El pasado 17 de octubre el PSOE celebró el aniversario de los cuarenta años de la victoria de Felipe González. En ese acto conmemorativo, el expresidente González, con Pedro Sánchez a un lado y Zapatero al otro, dijo: “En democracia, la verdad es lo que los ciudadanos creen que es verdad”

Esta frase desató muchísimos comentarios en Twitter —entre ellos los de periodistas, políticos, ciudadanos y, seguramente, muchos trolls— en contra de la figura de González, desde los que lo comparan con Steve Bannon hasta los que lo hacen con Pablo Iglesias; también están aquellos que, cómo no, acusan a los medios de comunicación, la política y las instituciones de confeccionar e inocular esa verdad prefabricada en los ciudadanos; quienes tachan a González y al PSOE de cinismo por revelar con desfachatez algo que se supone debe permanecer oculto; o aquellos que incluso afirman que esta frase atenta contra la democracia.

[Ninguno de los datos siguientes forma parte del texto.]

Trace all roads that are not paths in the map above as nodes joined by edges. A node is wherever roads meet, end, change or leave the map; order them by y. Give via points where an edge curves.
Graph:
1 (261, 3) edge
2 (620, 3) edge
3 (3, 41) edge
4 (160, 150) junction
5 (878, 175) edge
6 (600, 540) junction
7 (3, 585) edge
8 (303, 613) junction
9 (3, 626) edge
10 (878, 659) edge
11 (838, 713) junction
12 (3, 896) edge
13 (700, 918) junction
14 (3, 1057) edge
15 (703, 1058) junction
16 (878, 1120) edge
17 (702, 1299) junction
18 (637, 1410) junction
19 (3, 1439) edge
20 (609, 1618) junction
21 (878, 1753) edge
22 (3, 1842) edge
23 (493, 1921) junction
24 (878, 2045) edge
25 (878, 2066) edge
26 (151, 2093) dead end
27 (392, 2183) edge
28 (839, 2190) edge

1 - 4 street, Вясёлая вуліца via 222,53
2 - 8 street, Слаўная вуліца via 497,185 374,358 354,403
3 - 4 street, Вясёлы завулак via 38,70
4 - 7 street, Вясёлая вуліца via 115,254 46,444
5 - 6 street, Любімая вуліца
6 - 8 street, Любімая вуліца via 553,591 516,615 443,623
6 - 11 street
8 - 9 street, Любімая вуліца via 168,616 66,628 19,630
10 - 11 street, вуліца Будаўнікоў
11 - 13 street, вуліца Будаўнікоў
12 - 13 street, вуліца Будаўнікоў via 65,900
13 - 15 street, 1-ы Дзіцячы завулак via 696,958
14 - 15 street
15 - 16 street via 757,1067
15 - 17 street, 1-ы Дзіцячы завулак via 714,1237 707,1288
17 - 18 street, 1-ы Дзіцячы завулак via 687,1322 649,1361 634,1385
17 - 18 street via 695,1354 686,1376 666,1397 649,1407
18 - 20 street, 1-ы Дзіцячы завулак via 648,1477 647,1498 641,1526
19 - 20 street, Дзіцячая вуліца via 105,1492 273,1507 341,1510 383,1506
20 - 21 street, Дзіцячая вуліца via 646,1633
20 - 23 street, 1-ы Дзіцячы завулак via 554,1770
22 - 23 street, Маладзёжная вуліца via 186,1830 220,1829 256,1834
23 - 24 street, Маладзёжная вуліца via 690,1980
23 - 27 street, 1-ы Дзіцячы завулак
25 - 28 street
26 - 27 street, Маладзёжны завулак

Por mi parte, aunque confieso que nunca pensé que escribiría estas palabras, no puedo estar más de acuerdo con Felipe González. ¡Claro que, la verdad —o, si queremos ser más sutiles, aquello que se trata de hacer creer como verdadero y se interpreta como tal por parte de un conjunto de sujetos— es lo que los ciudadanos creen que es verdad!

En tiempos de posverdad, fake news, teorías conspirativas varias y absoluta polarización, nos encontramos con dos posiciones completamente enfrentadas. Por una parte, están los que —ya sea por una suerte de fidelidad a las teorías filosóficas que les han formado, como son la de la posmodernidad y el deconstructivismo, o por cálculos oportunistas, pienso en los políticos y gurús de la extrema derecha 2.0— enarbolan la verdad experiencial y de los sentimientos, que se traduce en que todo individuo tiene derecho a legitimar “su verdad” poniéndola al mismo nivel que la de cualquier otro. Esto da como resultado, por poner un ejemplo reciente, los antivacunas que se forman un juicio individual sobre su peligrosidad basado en la experiencia de una vacuna que les ha provocado efectos secundarios dañinos (a ellos o a sus conocidos o a conocidos de conocidos y así a seguir) y no en el conocimiento científico al respecto. Y, por otra parte, están aquellos que, probablemente como consecuencia de esta confusión en la que estamos inmersos, se agarran a la idea de la verdad de los hechos como a un clavo ardiendo, llegando a menudo a confundir el concepto de verdad con el de realidad. Estos suelen ser también los defensores a ultranza del fact checking, método al que atribuyen tantas cualidades que lo convierten en algo parecido a la panacea de la posverdad.  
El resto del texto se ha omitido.